Computer Graphics

Linear Algebra for Graphics

Цели урока

  • Compute dot and cross products and understand their geometric meaning
  • Build rotation, scale and translation matrices
  • Understand why TRS order is critical and read matrix chains right to left
  • Work with homogeneous coordinates and 4x4 matrices

Предварительные знания

  • Rasterization and Pixels

Pixar 'Toy Story' 1995: the first feature-length CGI film. 800,000 hours of rendering on a farm of 117 Sun SparcStations. Today: Unreal Engine 5 Nanite - real-time rendering of one billion polygons at 60 FPS. Thirty years of progress, one foundation: the same linear algebra, just running on a GPU.
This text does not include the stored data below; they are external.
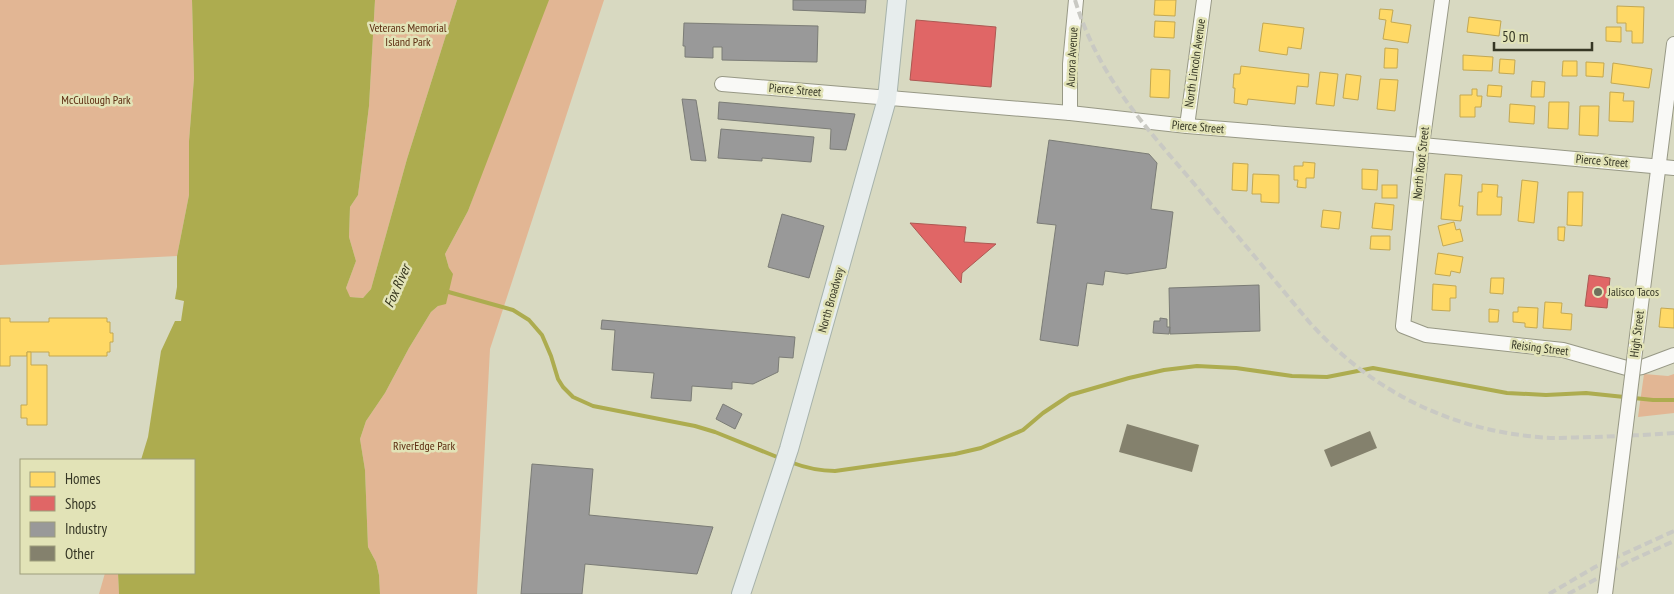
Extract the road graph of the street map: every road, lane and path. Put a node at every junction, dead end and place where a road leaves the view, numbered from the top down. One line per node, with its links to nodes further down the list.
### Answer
1 (897, 0): 7 (main road, North Broadway)
2 (1076, 0): 8 (street, Aurora Avenue)
3 (1204, 0): 9 (street, North Lincoln Avenue)
4 (1442, 0): 10 (street, North Root Street)
5 (1674, 44): 11 (street, High Street)
6 (722, 84): 7 (street, Pierce Street)
7 (887, 99): 8 (street, Pierce Street); 15 (main road, North Broadway)
8 (1070, 113): 9 (street, Pierce Street)
9 (1187, 126): 10 (street, Pierce Street)
10 (1422, 145): 11 (street, Pierce Street); 13 (street, North Root Street)
11 (1659, 166): 12 (street, Pierce Street); 16 (street, High Street, bridge)
12 (1674, 168)
13 (1403, 326): 14 (street, Reising Street)
14 (1674, 355)
15 (741, 594)
16 (1605, 594)

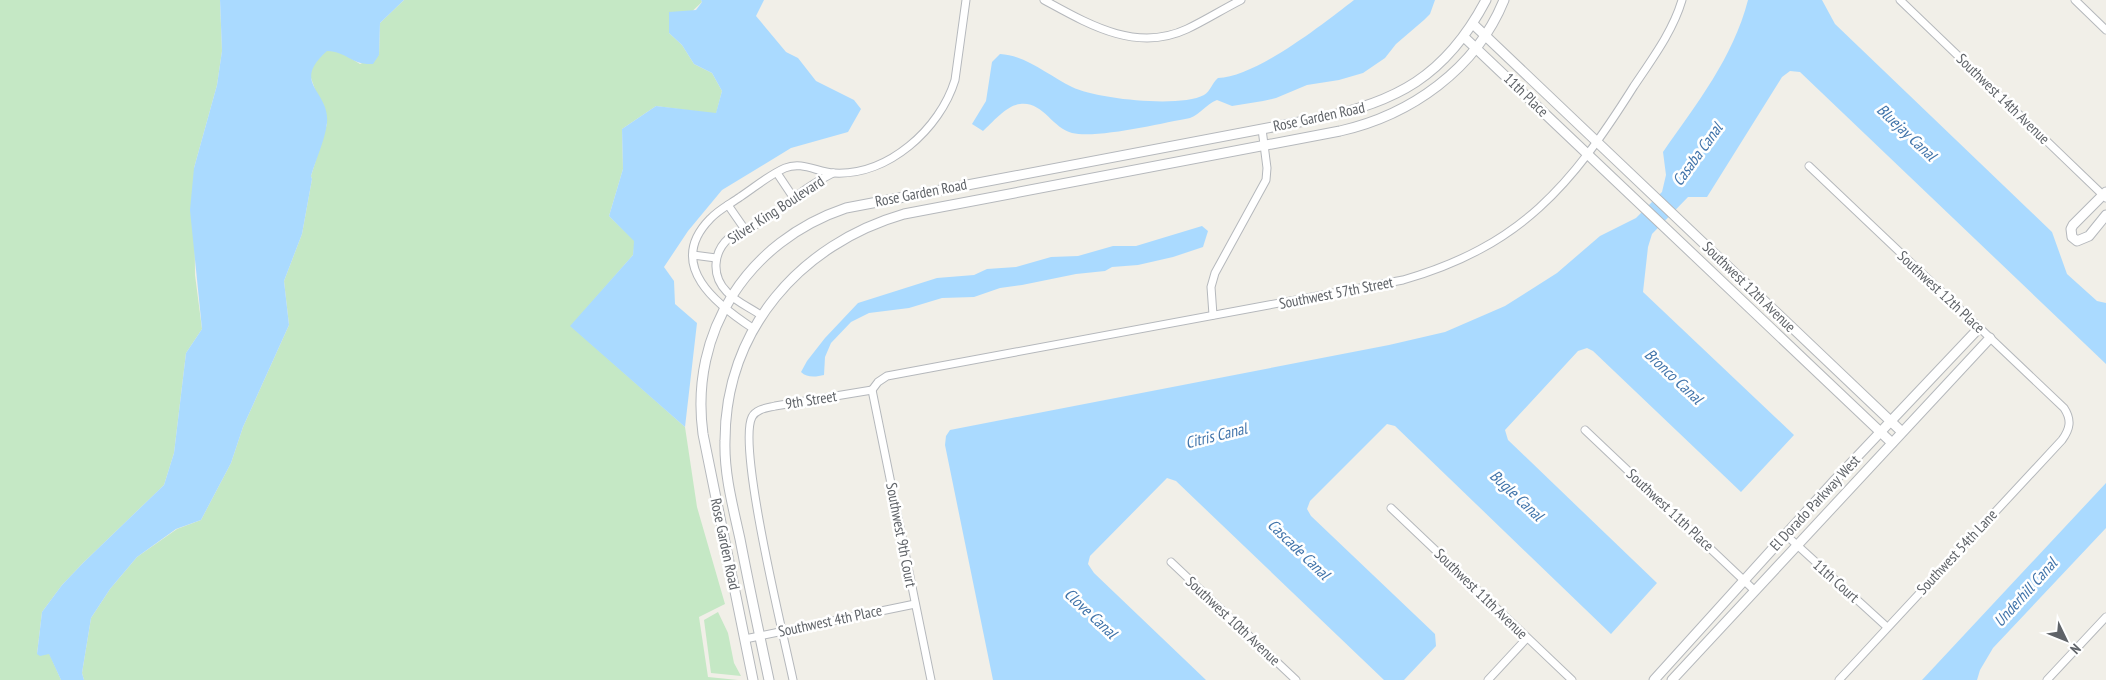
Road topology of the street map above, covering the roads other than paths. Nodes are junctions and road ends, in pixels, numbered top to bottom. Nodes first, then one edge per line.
1 (966, 0) edge
2 (1044, 0) edge
3 (1241, 0) edge
4 (1486, 0) edge
5 (1504, 0) edge
6 (1682, 0) edge
7 (1900, 0) edge
8 (2075, 0) edge
9 (1473, 24) junction
10 (2106, 30) edge
11 (1485, 35) junction
12 (1464, 37) junction
13 (1476, 48) junction
14 (1262, 129) junction
15 (1597, 141) junction
16 (1265, 144) junction
17 (1588, 154) junction
18 (1809, 166) dead end
19 (777, 173) junction
20 (833, 173) junction
21 (2105, 195) edge
22 (794, 197) junction
23 (728, 205) junction
24 (2106, 215) edge
25 (746, 230) junction
26 (693, 255) junction
27 (716, 258) junction
28 (732, 296) junction
29 (724, 310) junction
30 (1213, 315) junction
31 (762, 316) junction
32 (1979, 328) junction
33 (754, 329) junction
34 (1990, 338) junction
35 (872, 390) junction
36 (2070, 421) joint
37 (1891, 422) junction
38 (1585, 430) dead end
39 (1902, 432) junction
40 (1881, 433) junction
41 (1892, 443) junction
42 (1391, 508) dead end
43 (1786, 535) junction
44 (1796, 544) junction
45 (1171, 562) dead end
46 (1744, 580) junction
47 (1754, 590) junction
48 (915, 604) junction
49 (2106, 617) edge
50 (1887, 627) junction
51 (783, 631) junction
52 (760, 636) junction
53 (1527, 638) junction
54 (744, 639) junction
55 (753, 680) edge
56 (769, 680) edge
57 (793, 680) edge
58 (931, 680) edge
59 (1296, 680) edge
60 (1488, 680) edge
61 (1572, 680) edge
62 (1654, 680) edge
63 (1672, 680) edge
64 (1839, 680) edge
65 (2047, 680) edge

1 - 20 street, Silver King Boulevard
2 - 3 street
4 - 9 street, Rose Garden Road
5 - 11 street, Rose Garden Road
6 - 15 street, Southwest 57th Street
7 - 21 street, Southwest 14th Avenue
8 - 10 street
9 - 11 street, 11th Place
9 - 12 street, Rose Garden Road
11 - 13 street, Rose Garden Road
11 - 15 street, 11th Place
12 - 13 street, 11th Place
12 - 14 street, Rose Garden Road
13 - 16 street, Rose Garden Road
13 - 17 street, 11th Place
14 - 16 street
14 - 28 street, Rose Garden Road
15 - 17 street, Southwest 57th Street
15 - 37 street, Southwest 12th Avenue
16 - 30 street
16 - 31 street, Rose Garden Road
17 - 30 street, Southwest 57th Street
17 - 40 street, Southwest 12th Avenue
18 - 32 street, Southwest 12th Place
19 - 20 street, Silver King Boulevard
19 - 22 street
19 - 23 street, Silver King Boulevard
20 - 22 street, Silver King Boulevard
21 - 24 street
22 - 25 street, Silver King Boulevard
23 - 25 street
23 - 26 street, Silver King Boulevard
25 - 27 street, Silver King Boulevard
26 - 27 street
26 - 29 street, Silver King Boulevard
27 - 28 street, Silver King Boulevard
28 - 29 street, Rose Garden Road
28 - 31 street, Silver King Boulevard
29 - 33 street, Silver King Boulevard
29 - 54 street, Rose Garden Road
30 - 35 street, Southwest 57th Street
31 - 33 street, Rose Garden Road
32 - 34 street, Southwest 12th Place
32 - 37 street, El Dorado Parkway West
33 - 52 street, Rose Garden Road
34 - 36 street, Southwest 12th Place
34 - 39 street, El Dorado Parkway West
35 - 48 street, Southwest 9th Court
35 - 51 street, 9th Street
36 - 50 street, Southwest 54th Lane
37 - 39 street, Southwest 12th Avenue
37 - 40 street, El Dorado Parkway West
38 - 46 street, Southwest 11th Place
39 - 41 street, El Dorado Parkway West
40 - 41 street, Southwest 12th Avenue
40 - 43 street, El Dorado Parkway West
41 - 44 street, El Dorado Parkway West
42 - 53 street, Southwest 11th Avenue
43 - 44 street, 11th Court
43 - 46 street, El Dorado Parkway West
44 - 47 street, El Dorado Parkway West
44 - 50 street, 11th Court
45 - 59 street, Southwest 10th Avenue
46 - 47 street, Southwest 11th Place
46 - 62 street, El Dorado Parkway West
47 - 63 street, El Dorado Parkway West
48 - 51 street, Southwest 4th Place
48 - 58 street, Southwest 9th Court
49 - 65 street
50 - 64 street, Southwest 54th Lane
51 - 52 street, Southwest 4th Place
51 - 57 street
52 - 54 street, Southwest 4th Place
52 - 56 street, Rose Garden Road
53 - 60 street
53 - 61 street, Southwest 11th Avenue
54 - 55 street, Rose Garden Road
  • **Unity/Unreal Engine:** every object's Transform is a TRS 4x4 matrix. The GPU applies it to all mesh vertices simultaneously
  • **NVIDIA RTX 4090:** 82.6 teraflops - literally billions of 4x4 matrix multiplications every second
  • **Robotics:** kinematics of a Boston Dynamics arm is a chain of 4x4 matrices, each joint is rotation + translation
  • **AR/VR (Apple Vision Pro):** real-time head tracking drives the view matrix. Latency above 10 ms and the brain rejects the image
  • **NeRF / Gaussian Splatting:** 3D scene representations encode camera poses as transformation matrices - the same 4x4

Ivan Sutherland and the birth of computer graphics

In 1963, MIT graduate student Ivan Sutherland defended his thesis and demonstrated **Sketchpad** - the world's first interactive graphical program. First GUI, first direct manipulation, first use of transformation matrices for 2D objects. Sutherland sketched what lives in every GPU today: object hierarchy plus transformation matrices. He received the Turing Award in 1988.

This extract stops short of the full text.